There is a correlation between comorbidity and postoperative complications; however, it is not obvious whether comorbidity scores could be used as predictive instruments to forecast treatment-related adverse events. One of these studies, by Chossat et al. (29), investigated the morbidity and mortality associated with (plastic) surgical treatment of BCC in patients aged >75 years. They found, among others, that patients with one or more comorbidity, long-term use of anticoagulant treatment and age >85 years were more likely to have major complications after surgery. In another, previously discussed, study, comorbidity score (CCI) was used as one of the factors that defined LLE and higher incidences of complications were observed in the group of patients with LLE (7). In a prospective study including 633 patients treated for KC, comorbidity (measured by CCI) was found to be a predictor for post-treatment quality of life (QoL) (measured by Skindex 16). However, tumour factors and age were not prognostic for QoL change (30). Harmonizing with these findings, a recent retrospective study including 927 KC found that patients having ≥4 comorbidities were significantly more likely to receive no treatment (31).
In contrast, several other studies found that the complication rate after treatment of KC was not different between young and elderly patients with more comorbidities, suggesting that (surgical) treatment is safe in this group, despite the higher comorbidity rate in elderly patients (26, 32, 33).
A different question is whether advanced age or multicomorbidity influence treatment decision. Lubeek et al. (34) found that comorbidity (measured by CCI) and high age (≥ 80 years) did not have a significant influence on guideline-adherence in both BCC and SCC. Similarly, the study by Linos et al. (8) confirmed that comorbidity status (measured by CCI), together with advanced age, functional status and life expectancy did not influence the choice of treatment in patients with KC. In this study, for example, no significant difference was found in the treatment rate of MMS between patients who died within one year after treatment and patients who lived longer (15% vs 17%, respectively).

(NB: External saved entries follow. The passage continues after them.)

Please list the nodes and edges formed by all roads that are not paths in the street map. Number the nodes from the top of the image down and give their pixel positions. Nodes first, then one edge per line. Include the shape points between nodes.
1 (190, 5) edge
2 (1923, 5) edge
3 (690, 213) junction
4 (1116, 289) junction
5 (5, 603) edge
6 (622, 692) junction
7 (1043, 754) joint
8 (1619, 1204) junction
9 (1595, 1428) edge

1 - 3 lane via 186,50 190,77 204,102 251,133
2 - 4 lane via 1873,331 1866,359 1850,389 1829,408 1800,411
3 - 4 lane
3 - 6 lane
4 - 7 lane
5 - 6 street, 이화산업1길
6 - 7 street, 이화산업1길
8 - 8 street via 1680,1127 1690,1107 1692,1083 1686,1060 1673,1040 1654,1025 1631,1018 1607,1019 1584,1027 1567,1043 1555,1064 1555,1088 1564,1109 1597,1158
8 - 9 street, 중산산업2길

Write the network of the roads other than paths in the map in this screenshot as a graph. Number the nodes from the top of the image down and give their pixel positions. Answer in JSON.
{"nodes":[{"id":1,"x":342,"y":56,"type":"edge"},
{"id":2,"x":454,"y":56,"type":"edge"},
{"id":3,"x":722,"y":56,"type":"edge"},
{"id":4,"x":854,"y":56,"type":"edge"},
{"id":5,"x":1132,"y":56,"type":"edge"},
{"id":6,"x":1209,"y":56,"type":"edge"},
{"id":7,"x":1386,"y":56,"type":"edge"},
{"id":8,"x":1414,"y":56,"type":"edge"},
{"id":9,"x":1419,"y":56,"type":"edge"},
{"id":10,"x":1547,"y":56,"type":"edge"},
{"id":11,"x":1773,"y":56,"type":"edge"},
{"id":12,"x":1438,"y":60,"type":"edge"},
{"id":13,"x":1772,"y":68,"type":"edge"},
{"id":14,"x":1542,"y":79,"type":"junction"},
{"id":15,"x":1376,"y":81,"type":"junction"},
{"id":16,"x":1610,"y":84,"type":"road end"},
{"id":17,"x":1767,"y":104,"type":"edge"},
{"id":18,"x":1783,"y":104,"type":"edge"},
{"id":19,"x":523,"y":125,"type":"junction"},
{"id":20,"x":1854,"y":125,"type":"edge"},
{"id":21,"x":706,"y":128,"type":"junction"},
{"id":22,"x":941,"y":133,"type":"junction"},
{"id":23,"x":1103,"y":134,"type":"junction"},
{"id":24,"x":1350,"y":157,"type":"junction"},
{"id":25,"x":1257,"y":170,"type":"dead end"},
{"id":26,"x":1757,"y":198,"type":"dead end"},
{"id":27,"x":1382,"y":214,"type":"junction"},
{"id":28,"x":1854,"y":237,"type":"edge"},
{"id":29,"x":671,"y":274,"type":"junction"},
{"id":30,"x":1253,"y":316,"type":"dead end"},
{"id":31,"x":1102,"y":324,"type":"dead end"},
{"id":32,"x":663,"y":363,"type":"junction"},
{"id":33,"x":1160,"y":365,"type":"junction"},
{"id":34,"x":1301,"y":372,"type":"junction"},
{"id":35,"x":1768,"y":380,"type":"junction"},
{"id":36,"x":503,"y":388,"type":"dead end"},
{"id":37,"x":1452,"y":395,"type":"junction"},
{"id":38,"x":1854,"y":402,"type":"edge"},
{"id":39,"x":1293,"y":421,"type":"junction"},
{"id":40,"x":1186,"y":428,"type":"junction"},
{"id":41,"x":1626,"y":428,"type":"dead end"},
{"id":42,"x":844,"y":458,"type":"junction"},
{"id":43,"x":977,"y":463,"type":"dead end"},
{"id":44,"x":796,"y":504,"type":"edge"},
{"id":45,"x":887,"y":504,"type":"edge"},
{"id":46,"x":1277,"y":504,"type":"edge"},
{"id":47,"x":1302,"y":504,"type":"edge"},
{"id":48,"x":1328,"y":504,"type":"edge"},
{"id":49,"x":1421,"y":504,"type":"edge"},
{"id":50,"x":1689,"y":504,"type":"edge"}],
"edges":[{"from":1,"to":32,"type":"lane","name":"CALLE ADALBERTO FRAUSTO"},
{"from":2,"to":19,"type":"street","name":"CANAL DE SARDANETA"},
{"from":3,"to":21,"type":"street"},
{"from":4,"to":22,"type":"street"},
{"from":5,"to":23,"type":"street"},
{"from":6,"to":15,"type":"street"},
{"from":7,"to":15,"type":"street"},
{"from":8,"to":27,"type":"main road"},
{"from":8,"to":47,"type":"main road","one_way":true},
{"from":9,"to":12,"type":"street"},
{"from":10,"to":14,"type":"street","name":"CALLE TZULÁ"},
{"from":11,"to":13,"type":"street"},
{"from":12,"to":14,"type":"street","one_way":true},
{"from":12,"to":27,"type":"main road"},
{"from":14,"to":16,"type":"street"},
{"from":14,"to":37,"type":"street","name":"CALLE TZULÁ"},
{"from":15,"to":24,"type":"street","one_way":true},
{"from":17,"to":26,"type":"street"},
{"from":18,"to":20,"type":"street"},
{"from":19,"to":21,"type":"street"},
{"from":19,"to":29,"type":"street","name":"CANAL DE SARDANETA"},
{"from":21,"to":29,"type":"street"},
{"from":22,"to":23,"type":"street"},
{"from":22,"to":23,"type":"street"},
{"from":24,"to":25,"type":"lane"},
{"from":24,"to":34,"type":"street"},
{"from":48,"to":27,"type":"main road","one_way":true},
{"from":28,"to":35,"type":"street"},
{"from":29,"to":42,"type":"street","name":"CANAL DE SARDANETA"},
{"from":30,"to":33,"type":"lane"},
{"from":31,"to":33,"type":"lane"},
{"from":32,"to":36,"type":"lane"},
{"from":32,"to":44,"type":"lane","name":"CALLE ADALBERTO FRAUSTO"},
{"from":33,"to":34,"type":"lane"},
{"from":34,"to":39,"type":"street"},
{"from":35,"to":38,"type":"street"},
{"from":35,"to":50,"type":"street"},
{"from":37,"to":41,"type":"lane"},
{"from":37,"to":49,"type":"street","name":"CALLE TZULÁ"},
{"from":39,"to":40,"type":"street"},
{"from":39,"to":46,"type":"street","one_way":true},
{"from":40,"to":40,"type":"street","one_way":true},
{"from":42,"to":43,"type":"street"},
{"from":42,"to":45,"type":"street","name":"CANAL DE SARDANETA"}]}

In conclusion, CCI is the most commonly used comorbidity score in elderly patients with KC; however, ACE-27 seems to be superior, based on a systematic literature search. Studies are contradictory regarding the influence of comorbidities on complication rate and treatment decision.
We recommend registering comorbidities according to one of the validated comorbidity scores, especially before major treatment. More and larger prospective studies are needed to evaluate the prognostic value of different comorbidity scores.
Conclusion
The “one-size-fits-all” approach to the elderly patients with KC is not sufficient; beside tumour characteristics, life expectancy, frailty and comorbidities have to be considered. Therefore, it s recommended that these items are registered before treatment according to one of the validated scoring systems, especially before major treatment modalities.
As seen in the present review, literature data is sparse; therefore, prospective studies including elderly patients with KC are needed to draw firmer clinical recommendations and to reach a consensus, in order to avoid improper treatment of this increasing and potentially vulnerable patient group.